> [RECORDS FOR THE EXERCISE]:
== == ==
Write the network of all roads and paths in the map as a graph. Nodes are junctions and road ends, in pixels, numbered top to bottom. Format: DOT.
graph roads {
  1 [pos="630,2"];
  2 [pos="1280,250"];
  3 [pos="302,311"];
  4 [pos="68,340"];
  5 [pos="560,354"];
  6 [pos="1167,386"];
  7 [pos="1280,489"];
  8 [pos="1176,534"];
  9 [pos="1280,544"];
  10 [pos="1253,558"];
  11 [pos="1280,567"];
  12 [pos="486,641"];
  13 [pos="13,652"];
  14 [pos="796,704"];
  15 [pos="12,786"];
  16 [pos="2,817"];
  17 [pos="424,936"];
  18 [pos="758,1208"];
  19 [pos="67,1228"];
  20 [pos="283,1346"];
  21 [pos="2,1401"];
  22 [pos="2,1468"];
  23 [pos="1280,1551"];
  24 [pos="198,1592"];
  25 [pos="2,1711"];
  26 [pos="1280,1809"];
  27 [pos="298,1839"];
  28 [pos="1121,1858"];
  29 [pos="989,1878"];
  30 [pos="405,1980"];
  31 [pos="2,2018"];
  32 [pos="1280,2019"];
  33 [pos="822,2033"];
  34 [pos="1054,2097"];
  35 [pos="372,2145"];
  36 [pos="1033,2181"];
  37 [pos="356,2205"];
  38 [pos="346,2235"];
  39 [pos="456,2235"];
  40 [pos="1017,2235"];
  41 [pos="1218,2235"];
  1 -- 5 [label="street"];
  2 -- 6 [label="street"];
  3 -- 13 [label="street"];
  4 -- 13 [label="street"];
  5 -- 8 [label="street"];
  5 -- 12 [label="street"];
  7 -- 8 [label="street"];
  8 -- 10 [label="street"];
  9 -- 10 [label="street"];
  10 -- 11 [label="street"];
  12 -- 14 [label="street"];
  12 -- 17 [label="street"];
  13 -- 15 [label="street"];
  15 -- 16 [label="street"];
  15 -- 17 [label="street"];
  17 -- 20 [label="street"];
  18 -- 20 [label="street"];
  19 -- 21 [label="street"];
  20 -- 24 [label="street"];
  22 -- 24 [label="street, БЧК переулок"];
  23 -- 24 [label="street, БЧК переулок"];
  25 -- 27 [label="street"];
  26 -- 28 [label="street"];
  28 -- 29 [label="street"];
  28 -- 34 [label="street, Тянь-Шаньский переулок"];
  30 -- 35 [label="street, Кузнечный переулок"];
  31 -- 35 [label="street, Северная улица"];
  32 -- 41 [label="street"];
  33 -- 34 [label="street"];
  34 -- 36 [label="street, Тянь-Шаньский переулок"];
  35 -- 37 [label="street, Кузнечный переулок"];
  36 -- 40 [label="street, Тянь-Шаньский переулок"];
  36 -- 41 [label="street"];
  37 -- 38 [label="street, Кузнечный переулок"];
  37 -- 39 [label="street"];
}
== == ==
Each line of the listing must be transcribed precisely as it appears.

Write the network of all roads and paths in the map as a graph. Nodes are junctions and road ends, in pixels, numbered top to bottom. Format: DOT.
graph roads {
  1 [pos="630,2"];
  2 [pos="1280,250"];
  3 [pos="302,311"];
  4 [pos="68,340"];
  5 [pos="560,354"];
  6 [pos="1167,386"];
  7 [pos="1280,489"];
  8 [pos="1176,534"];
  9 [pos="1280,544"];
  10 [pos="1253,558"];
  11 [pos="1280,567"];
  12 [pos="486,641"];
  13 [pos="13,652"];
  14 [pos="796,704"];
  15 [pos="12,786"];
  16 [pos="2,817"];
  17 [pos="424,936"];
  18 [pos="758,1208"];
  19 [pos="67,1228"];
  20 [pos="283,1346"];
  21 [pos="2,1401"];
  22 [pos="2,1468"];
  23 [pos="1280,1551"];
  24 [pos="198,1592"];
  25 [pos="2,1711"];
  26 [pos="1280,1809"];
  27 [pos="298,1839"];
  28 [pos="1121,1858"];
  29 [pos="989,1878"];
  30 [pos="405,1980"];
  31 [pos="2,2018"];
  32 [pos="1280,2019"];
  33 [pos="822,2033"];
  34 [pos="1054,2097"];
  35 [pos="372,2145"];
  36 [pos="1033,2181"];
  37 [pos="356,2205"];
  38 [pos="346,2235"];
  39 [pos="456,2235"];
  40 [pos="1017,2235"];
  41 [pos="1218,2235"];
  1 -- 5 [label="street"];
  2 -- 6 [label="street"];
  3 -- 13 [label="street"];
  4 -- 13 [label="street"];
  5 -- 8 [label="street"];
  5 -- 12 [label="street"];
  7 -- 8 [label="street"];
  8 -- 10 [label="street"];
  9 -- 10 [label="street"];
  10 -- 11 [label="street"];
  12 -- 14 [label="street"];
  12 -- 17 [label="street"];
  13 -- 15 [label="street"];
  15 -- 16 [label="street"];
  15 -- 17 [label="street"];
  17 -- 20 [label="street"];
  18 -- 20 [label="street"];
  19 -- 21 [label="street"];
  20 -- 24 [label="street"];
  22 -- 24 [label="street, БЧК переулок"];
  23 -- 24 [label="street, БЧК переулок"];
  25 -- 27 [label="street"];
  26 -- 28 [label="street"];
  28 -- 29 [label="street"];
  28 -- 34 [label="street, Тянь-Шаньский переулок"];
  30 -- 35 [label="street, Кузнечный переулок"];
  31 -- 35 [label="street, Северная улица"];
  32 -- 41 [label="street"];
  33 -- 34 [label="street"];
  34 -- 36 [label="street, Тянь-Шаньский переулок"];
  35 -- 37 [label="street, Кузнечный переулок"];
  36 -- 40 [label="street, Тянь-Шаньский переулок"];
  36 -- 41 [label="street"];
  37 -- 38 [label="street, Кузнечный переулок"];
  37 -- 39 [label="street"];
}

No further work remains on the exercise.